Exercise instructions:
In the data below, find every line that has the string "nodes", and copy it.

Data listing:
####################

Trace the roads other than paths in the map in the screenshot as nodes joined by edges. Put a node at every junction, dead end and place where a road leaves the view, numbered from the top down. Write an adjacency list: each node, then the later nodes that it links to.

####################

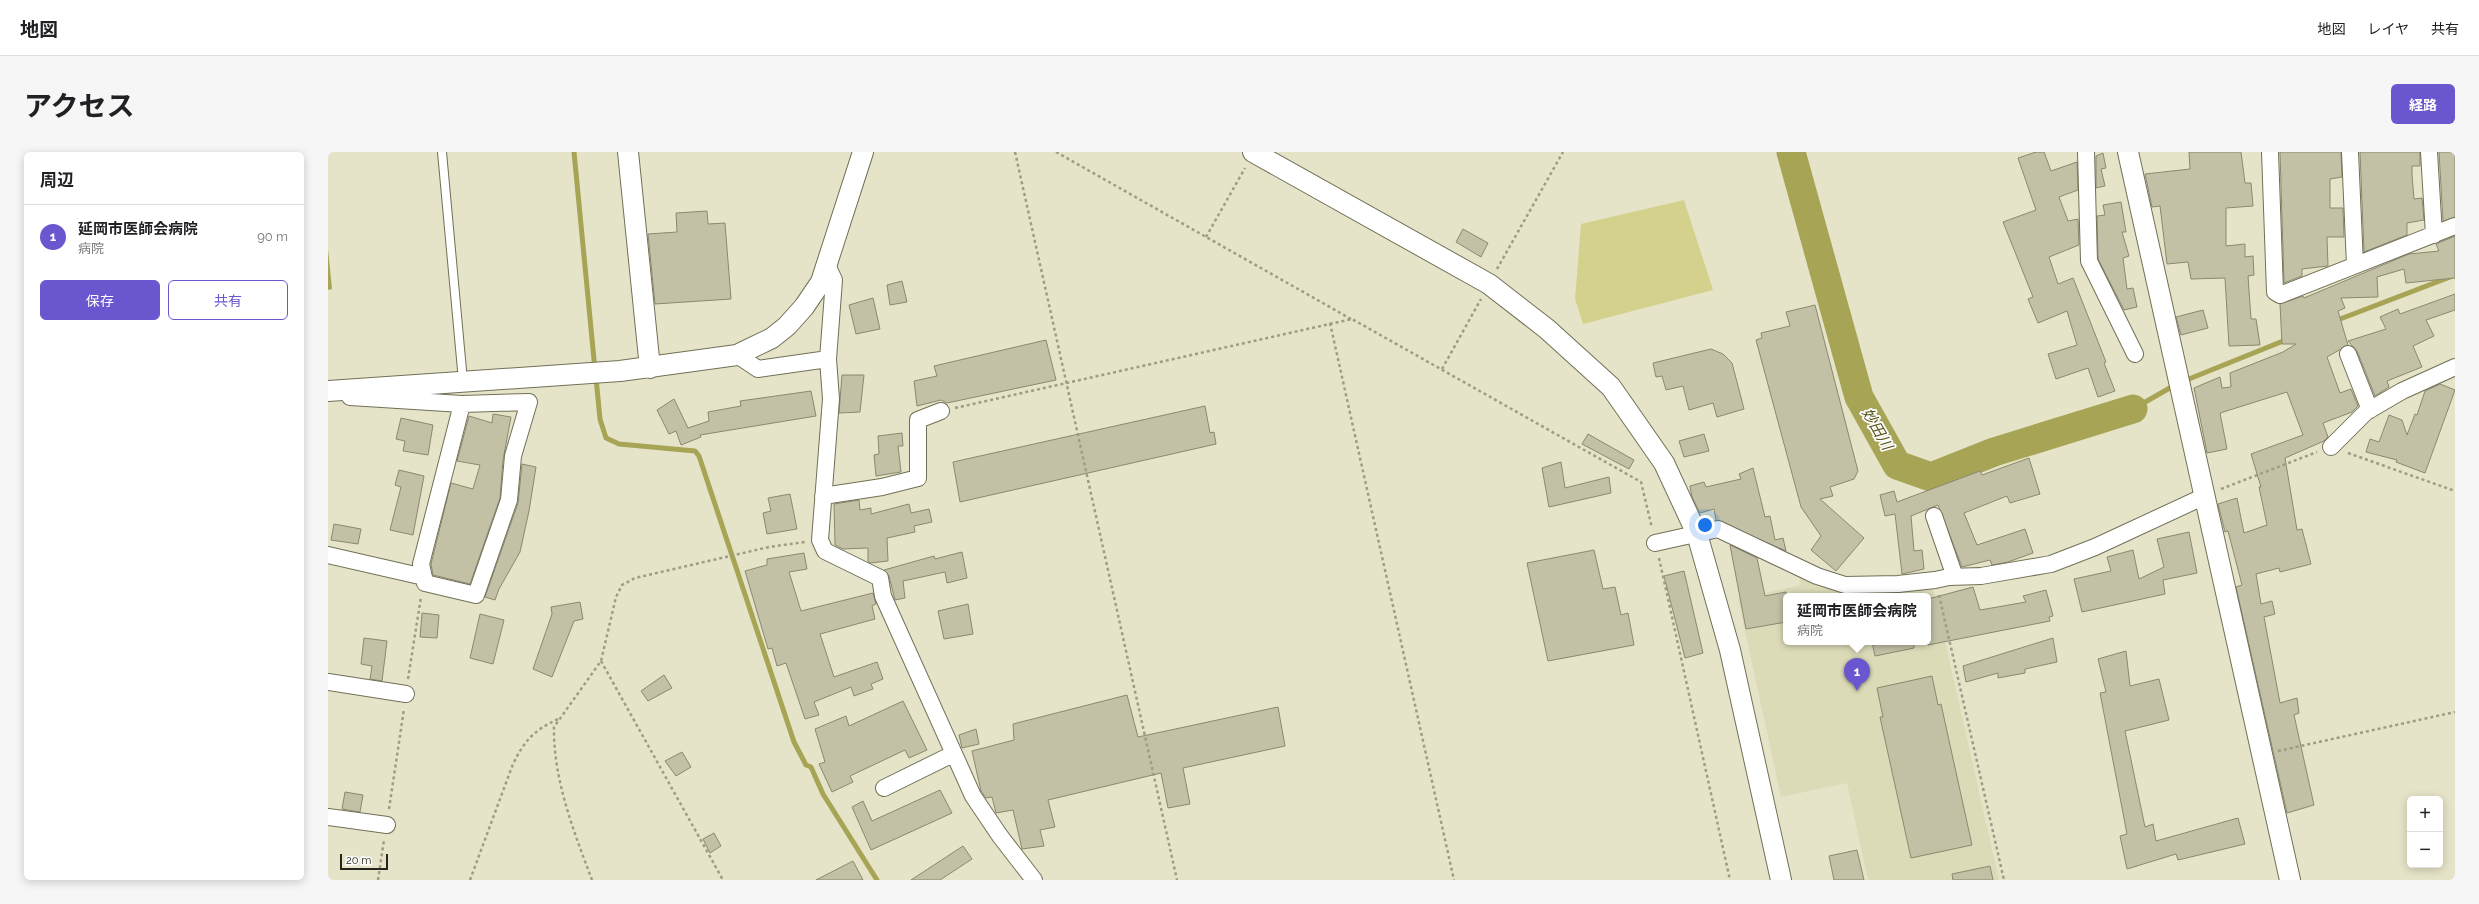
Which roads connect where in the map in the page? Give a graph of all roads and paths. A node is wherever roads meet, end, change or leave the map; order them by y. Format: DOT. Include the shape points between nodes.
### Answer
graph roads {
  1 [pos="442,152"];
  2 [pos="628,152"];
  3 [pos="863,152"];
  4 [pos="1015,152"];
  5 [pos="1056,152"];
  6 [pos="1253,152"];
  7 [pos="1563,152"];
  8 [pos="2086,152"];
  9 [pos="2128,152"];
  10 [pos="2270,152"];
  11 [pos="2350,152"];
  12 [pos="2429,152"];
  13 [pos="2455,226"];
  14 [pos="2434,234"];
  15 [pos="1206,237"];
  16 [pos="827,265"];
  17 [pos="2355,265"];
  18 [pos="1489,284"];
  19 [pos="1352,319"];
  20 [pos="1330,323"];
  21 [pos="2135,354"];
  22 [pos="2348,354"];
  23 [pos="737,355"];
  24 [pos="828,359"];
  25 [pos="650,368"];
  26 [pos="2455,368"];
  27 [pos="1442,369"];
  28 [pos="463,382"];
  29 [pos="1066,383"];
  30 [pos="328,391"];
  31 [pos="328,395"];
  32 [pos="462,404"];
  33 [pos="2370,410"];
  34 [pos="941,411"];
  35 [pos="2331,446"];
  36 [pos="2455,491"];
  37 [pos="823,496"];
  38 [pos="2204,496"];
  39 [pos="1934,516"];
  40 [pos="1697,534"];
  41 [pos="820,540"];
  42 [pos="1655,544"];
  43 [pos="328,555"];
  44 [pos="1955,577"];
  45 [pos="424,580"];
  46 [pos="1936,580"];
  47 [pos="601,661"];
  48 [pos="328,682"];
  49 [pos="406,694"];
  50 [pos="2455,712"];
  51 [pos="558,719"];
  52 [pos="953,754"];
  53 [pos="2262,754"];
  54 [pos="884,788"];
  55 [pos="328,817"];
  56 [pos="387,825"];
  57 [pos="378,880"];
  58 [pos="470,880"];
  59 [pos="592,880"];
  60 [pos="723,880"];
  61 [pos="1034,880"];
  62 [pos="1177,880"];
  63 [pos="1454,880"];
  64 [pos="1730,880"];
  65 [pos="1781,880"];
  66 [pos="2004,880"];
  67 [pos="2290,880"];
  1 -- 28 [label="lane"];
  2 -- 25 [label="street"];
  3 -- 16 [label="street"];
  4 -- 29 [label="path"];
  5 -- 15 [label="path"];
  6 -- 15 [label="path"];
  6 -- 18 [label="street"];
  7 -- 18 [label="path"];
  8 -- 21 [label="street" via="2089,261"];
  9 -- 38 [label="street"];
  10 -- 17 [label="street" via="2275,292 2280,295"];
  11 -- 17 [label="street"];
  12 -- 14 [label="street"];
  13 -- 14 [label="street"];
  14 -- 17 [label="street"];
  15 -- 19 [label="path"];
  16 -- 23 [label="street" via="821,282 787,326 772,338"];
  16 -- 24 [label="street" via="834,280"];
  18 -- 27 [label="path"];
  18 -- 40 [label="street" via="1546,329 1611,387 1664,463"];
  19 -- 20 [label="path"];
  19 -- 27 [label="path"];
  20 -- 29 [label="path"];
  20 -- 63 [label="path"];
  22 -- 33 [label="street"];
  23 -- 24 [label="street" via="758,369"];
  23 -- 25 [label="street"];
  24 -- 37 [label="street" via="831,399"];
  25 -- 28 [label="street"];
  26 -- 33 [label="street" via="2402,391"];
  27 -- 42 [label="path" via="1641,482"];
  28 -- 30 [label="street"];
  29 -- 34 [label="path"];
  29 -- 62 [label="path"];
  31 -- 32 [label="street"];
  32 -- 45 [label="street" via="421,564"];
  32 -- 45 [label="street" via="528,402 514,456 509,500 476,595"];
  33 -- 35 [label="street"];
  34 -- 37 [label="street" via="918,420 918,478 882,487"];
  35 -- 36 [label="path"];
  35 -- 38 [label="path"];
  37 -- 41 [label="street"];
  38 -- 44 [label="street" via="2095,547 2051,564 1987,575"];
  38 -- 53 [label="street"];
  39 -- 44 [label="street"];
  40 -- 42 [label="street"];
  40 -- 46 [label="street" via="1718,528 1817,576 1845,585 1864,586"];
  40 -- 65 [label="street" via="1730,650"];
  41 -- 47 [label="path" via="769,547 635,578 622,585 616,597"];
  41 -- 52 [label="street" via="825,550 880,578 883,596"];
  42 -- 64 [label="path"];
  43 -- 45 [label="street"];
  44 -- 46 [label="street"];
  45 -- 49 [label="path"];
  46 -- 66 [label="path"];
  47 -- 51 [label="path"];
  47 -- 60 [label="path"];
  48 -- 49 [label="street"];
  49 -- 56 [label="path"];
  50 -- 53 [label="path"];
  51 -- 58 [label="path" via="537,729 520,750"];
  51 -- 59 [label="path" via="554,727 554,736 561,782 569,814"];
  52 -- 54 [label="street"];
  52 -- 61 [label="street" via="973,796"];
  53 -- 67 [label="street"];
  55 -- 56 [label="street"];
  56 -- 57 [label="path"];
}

####################

Result for this task:
Trace the roads other than paths in the map in the screenshot as nodes joined by edges. Put a node at every junction, dead end and place where a road leaves the view, numbered from the top down. Write an adjacency list: each node, then the later nodes that it links to.
Which roads connect where in the map in the page? Give a graph of all roads and paths. A node is wherever roads meet, end, change or leave the map; order them by y. Format: DOT. Include the shape points between nodes.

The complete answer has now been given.